### [PROVIDED INFORMATION]
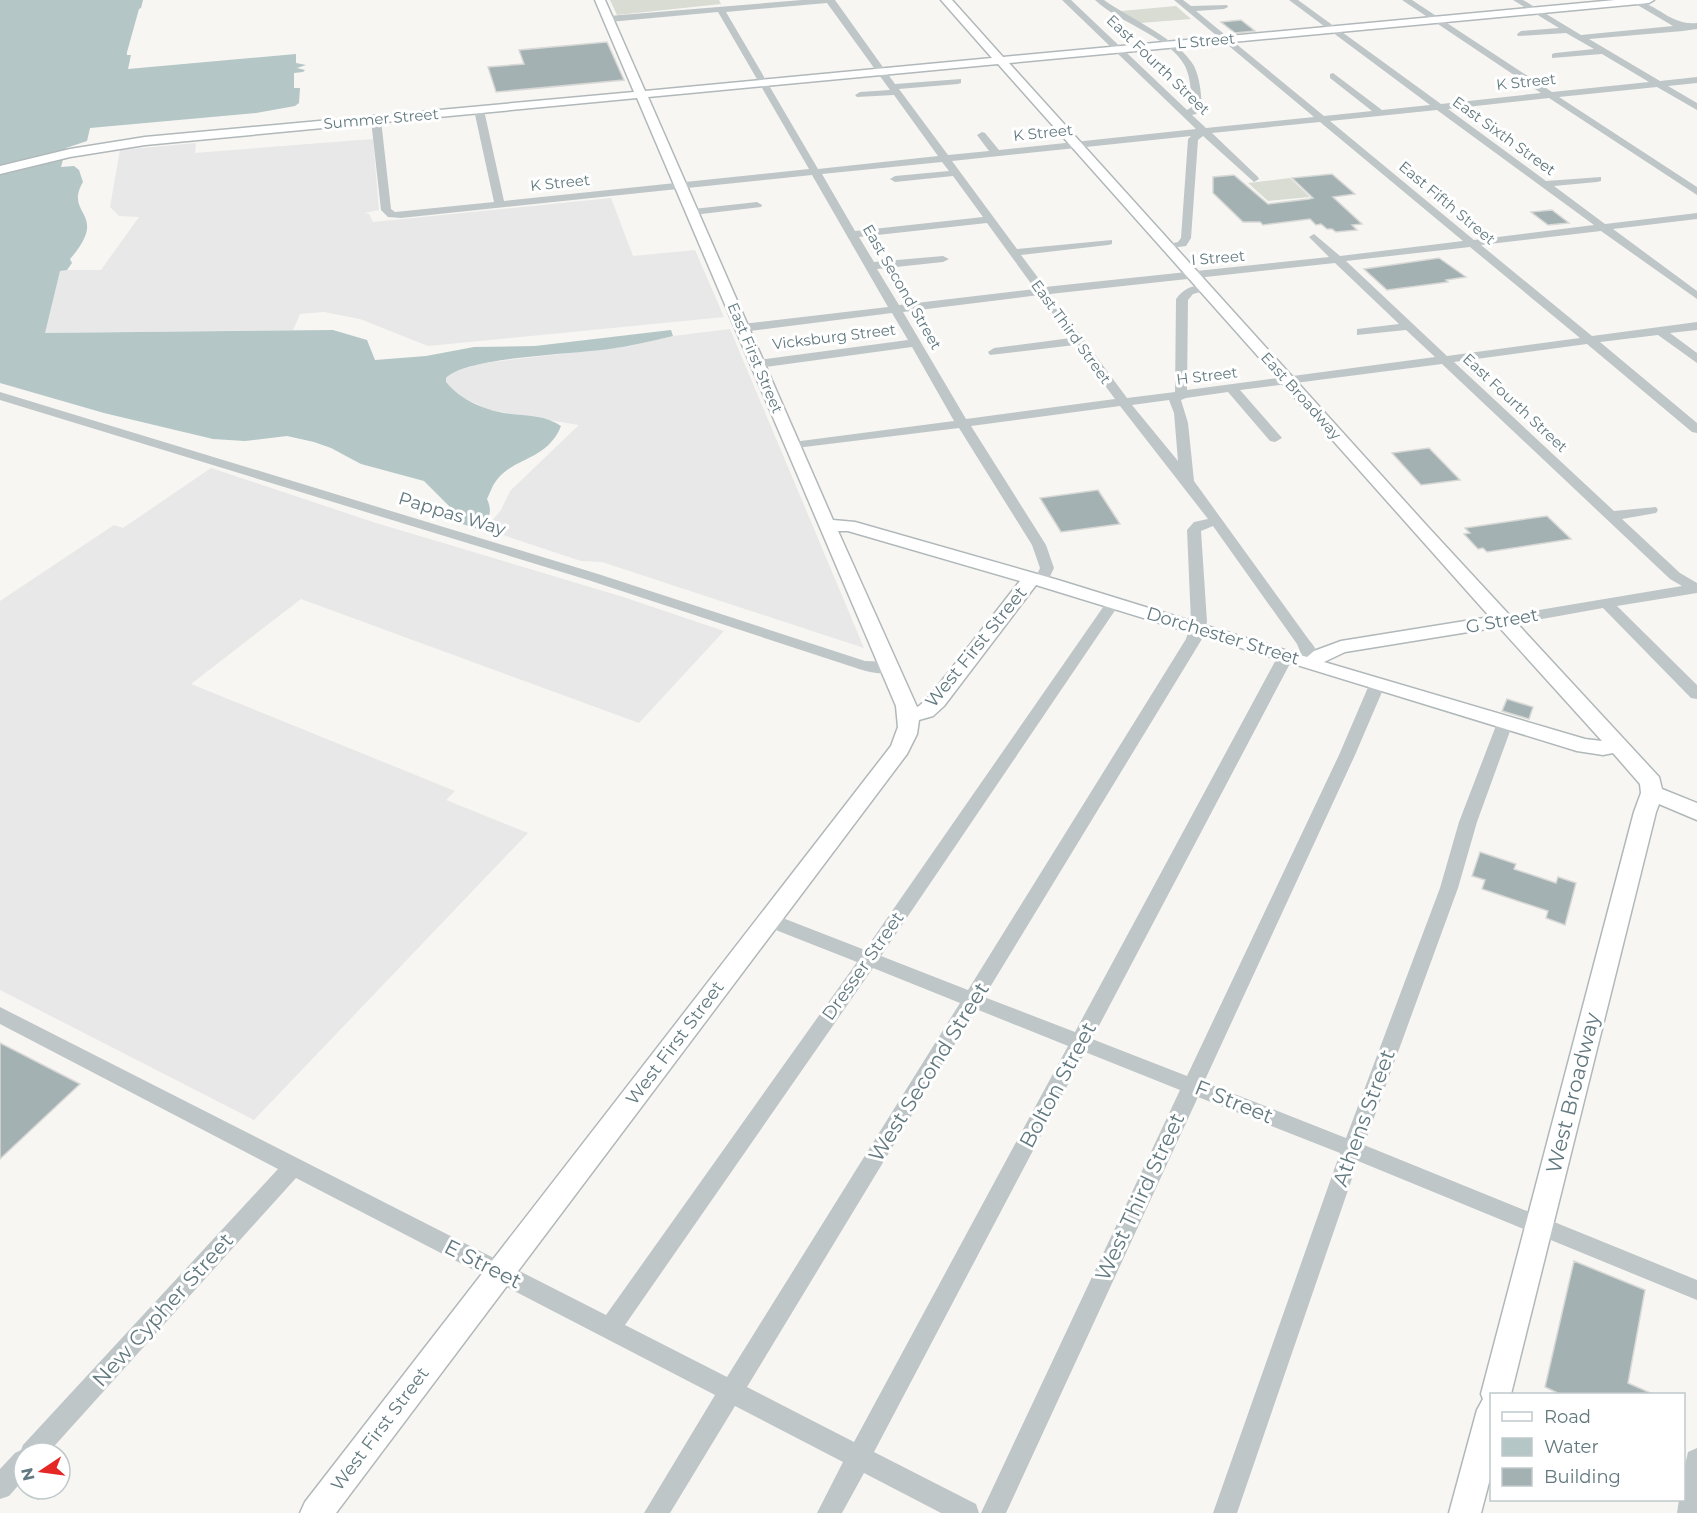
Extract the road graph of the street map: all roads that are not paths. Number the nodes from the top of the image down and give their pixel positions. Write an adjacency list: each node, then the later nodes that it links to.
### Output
1 (600, 0): 16 (main road, East First Street)
2 (830, 0): 14 (street); 31 (street, East Third Street)
3 (946, 0): 30 (main road, East Broadway)
4 (1066, 0): 27 (street, East Fourth Street)
5 (1099, 0): 26 (street)
6 (1215, 0): 12 (street)
7 (1293, 0): 20 (street, East Sixth Street)
8 (1406, 0): 17 (street)
9 (1517, 0): 15 (street)
10 (1648, 0): 11 (main road, L Street)
11 (1634, 1): 15 (main road, L Street); 19 (street)
12 (1183, 4): 13 (street); 25 (street, East Fifth Street)
13 (1224, 7)
14 (720, 9): 16 (street); 35 (street, East Second Street)
15 (1535, 10): 17 (main road, L Street); 21 (street)
16 (609, 19): 38 (main road, East First Street)
17 (1436, 20): 20 (main road, L Street); 40 (street)
18 (1697, 26): 19 (street)
19 (1683, 27): 23 (street); 24 (street)
20 (1333, 29): 25 (main road, L Street); 41 (street, East Sixth Street)
21 (1569, 30): 22 (street); 24 (street)
22 (1521, 34)
23 (1697, 35)
24 (1582, 37): 28 (street)
25 (1226, 39): 26 (main road, L Street); 46 (street, East Fifth Street)
26 (1171, 45): 27 (main road, L Street); 45 (street)
27 (1120, 51): 30 (main road, L Street); 45 (street, East Fourth Street)
28 (1605, 51): 29 (street); 36 (street)
29 (1555, 56)
30 (1000, 62): 31 (main road, L Street); 50 (main road, East Broadway)
31 (880, 73): 35 (main road, L Street); 37 (street, East Third Street)
32 (1333, 76): 44 (street)
33 (1697, 80): 36 (street, K Street)
34 (958, 81): 37 (street)
35 (763, 84): 38 (main road, Summer Street); 54 (street, East Second Street)
36 (1658, 84): 40 (street, K Street); 42 (street)
37 (893, 90): 39 (street); 52 (street, East Third Street)
38 (642, 95): 43 (main road, Summer Street); 60 (main road, East First Street)
39 (860, 95)
40 (1550, 95): 41 (street, K Street); 61 (street)
41 (1438, 106): 44 (street, K Street); 59 (street, East Sixth Street)
42 (1697, 107)
43 (479, 110): 47 (main road, Summer Street); 62 (street)
44 (1378, 112): 46 (street, K Street)
45 (1185, 113): 48 (street, East Fourth Street)
46 (1322, 118): 48 (street, K Street); 71 (street, East Fifth Street)
47 (376, 120): 53 (main road, Summer Street); 62 (street, K Street)
48 (1203, 131): 50 (street, K Street); 57 (street, East Fourth Street); 72 (street)
49 (982, 135): 51 (street)
50 (1075, 144): 51 (street, K Street); 72 (main road, East Broadway)
51 (996, 153): 52 (street, K Street)
52 (944, 158): 54 (street, K Street); 55 (street, East Third Street)
53 (0, 170)
54 (815, 172): 60 (street, K Street); 68 (street, East Second Street)
55 (954, 173): 56 (street); 65 (street, East Third Street)
56 (895, 179)
57 (1254, 179)
58 (1597, 179): 59 (street)
59 (1545, 184): 67 (street, East Sixth Street)
60 (681, 186): 62 (street, K Street); 64 (main road, East First Street)
61 (1697, 192)
62 (500, 205)
63 (757, 205): 64 (street)
64 (693, 212): 84 (main road, East First Street)
65 (989, 220): 68 (street); 73 (street, East Third Street)
66 (1694, 221): 67 (street, I Street)
67 (1603, 227): 71 (street, I Street); 80 (street, East Sixth Street)
68 (852, 235): 76 (street, East Second Street)
69 (1314, 237): 75 (street, East Fourth Street)
70 (1108, 242): 73 (street)
71 (1472, 243): 75 (street, I Street); 87 (street, East Fifth Street)
72 (1168, 247): 77 (main road, East Broadway)
73 (1013, 253): 79 (street, East Third Street)
74 (943, 259): 76 (street)
75 (1339, 260): 77 (street, I Street); 82 (street, East Fourth Street)
76 (870, 266): 81 (street, East Second Street)
77 (1193, 276): 78 (main road, East Broadway); 79 (street, I Street)
78 (1204, 288): 94 (main road, East Broadway); 97 (street)
79 (1042, 291): 81 (street, I Street); 88 (street, East Third Street)
80 (1697, 296)
81 (895, 309): 84 (street, I Street); 89 (street, East Second Street)
82 (1409, 326): 86 (street); 92 (street, East Fourth Street)
83 (1697, 326): 85 (street, H Street)
84 (742, 328): 93 (main road, East First Street)
85 (1660, 331): 87 (street, H Street); 91 (street)
86 (1361, 332)
87 (1590, 340): 92 (street, H Street); 100 (street, East Fifth Street)
88 (1079, 342): 90 (street); 98 (street, East Third Street)
89 (915, 343): 93 (street, Vicksburg Street); 99 (street, East Second Street)
90 (994, 352)
91 (1697, 359)
92 (1447, 361): 94 (street, H Street); 105 (street, East Fourth Street)
93 (758, 364): 102 (main road, East First Street)
94 (1288, 382): 95 (street, H Street); 112 (main road, East Broadway)
95 (1232, 389): 97 (street, H Street); 101 (street)
96 (0, 396): 116 (street, Pappas Way)
97 (1177, 396): 98 (street, H Street); 103 (street)
98 (1124, 403): 99 (street, H Street); 103 (street, East Third Street)
99 (963, 425): 102 (street, H Street); 108 (street, East Second Street)
100 (1697, 429)
101 (1275, 438)
102 (793, 446): 107 (main road, East First Street)
103 (1194, 490): 106 (street, East Third Street)
104 (1651, 510): 105 (street)
105 (1611, 516): 109 (street, East Fourth Street)
106 (1216, 521): 113 (street); 115 (street, East Third Street)
107 (827, 525): 108 (main road, Dorchester Street); 116 (main road, East First Street)
108 (1036, 580): 111 (main road, Dorchester Street); 119 (main road, West First Street)
109 (1696, 588): 110 (street, G Street)
110 (1605, 602): 112 (street, G Street); 118 (street)
111 (1113, 603): 113 (main road, Dorchester Street); 125 (street, Dresser Street)
112 (1503, 621): 115 (main road, G Street); 121 (main road, East Broadway)
113 (1198, 629): 114 (main road, Dorchester Street); 126 (street, West Second Street)
114 (1286, 656): 115 (main road, Dorchester Street); 128 (street, Bolton Street)
115 (1311, 663): 117 (main road, Dorchester Street)
116 (891, 667): 119 (main road, East First Street)
117 (1377, 685): 120 (main road, Dorchester Street); 129 (street, West Third Street)
118 (1697, 694)
119 (909, 716): 124 (main road, West First Street)
120 (1505, 723): 121 (main road, Dorchester Street); 130 (street, Athens Street)
121 (1618, 746): 122 (main road, East Broadway)
122 (1652, 793): 123 (main road); 132 (main road, West Broadway)
123 (1697, 812)
124 (769, 920): 125 (street, F Street); 133 (main road, West First Street)
125 (869, 959): 126 (street, F Street); 135 (street, Dresser Street)
126 (974, 999): 128 (street, F Street); 136 (street, West Second Street)
127 (0, 1015): 131 (street, E Street)
128 (1082, 1042): 129 (street, F Street); 140 (street, Bolton Street)
129 (1192, 1086): 130 (street, F Street); 148 (street, West Third Street)
130 (1352, 1149): 132 (street, F Street); 149 (street, Athens Street)
131 (294, 1166): 133 (street, E Street); 139 (street, New Cypher Street)
132 (1540, 1225): 134 (street, F Street); 137 (main road, West Broadway)
133 (500, 1273): 135 (street, E Street); 144 (main road, West First Street)
134 (1697, 1290)
135 (610, 1328): 136 (street, E Street)
136 (730, 1392): 140 (street, E Street); 145 (street, West Second Street)
137 (1497, 1393)
138 (1490, 1414): 150 (main road)
139 (43, 1441)
140 (857, 1458): 146 (street, Bolton Street); 147 (street, E Street)
141 (1697, 1460): 151 (street)
142 (12, 1474): 143 (street)
143 (0, 1487)
144 (316, 1513)
145 (656, 1513)
146 (829, 1513)
147 (967, 1513)
148 (993, 1513)
149 (1225, 1513)
150 (1465, 1513)
151 (1689, 1513)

### [YOUR INSTRUCTIONS]
Above are the records; copy every line in them that holds the word "Sixth".

### [EXERCISE ANSWER]
7 (1293, 0): 20 (street, East Sixth Street)
20 (1333, 29): 25 (main road, L Street); 41 (street, East Sixth Street)
41 (1438, 106): 44 (street, K Street); 59 (street, East Sixth Street)
59 (1545, 184): 67 (street, East Sixth Street)
67 (1603, 227): 71 (street, I Street); 80 (street, East Sixth Street)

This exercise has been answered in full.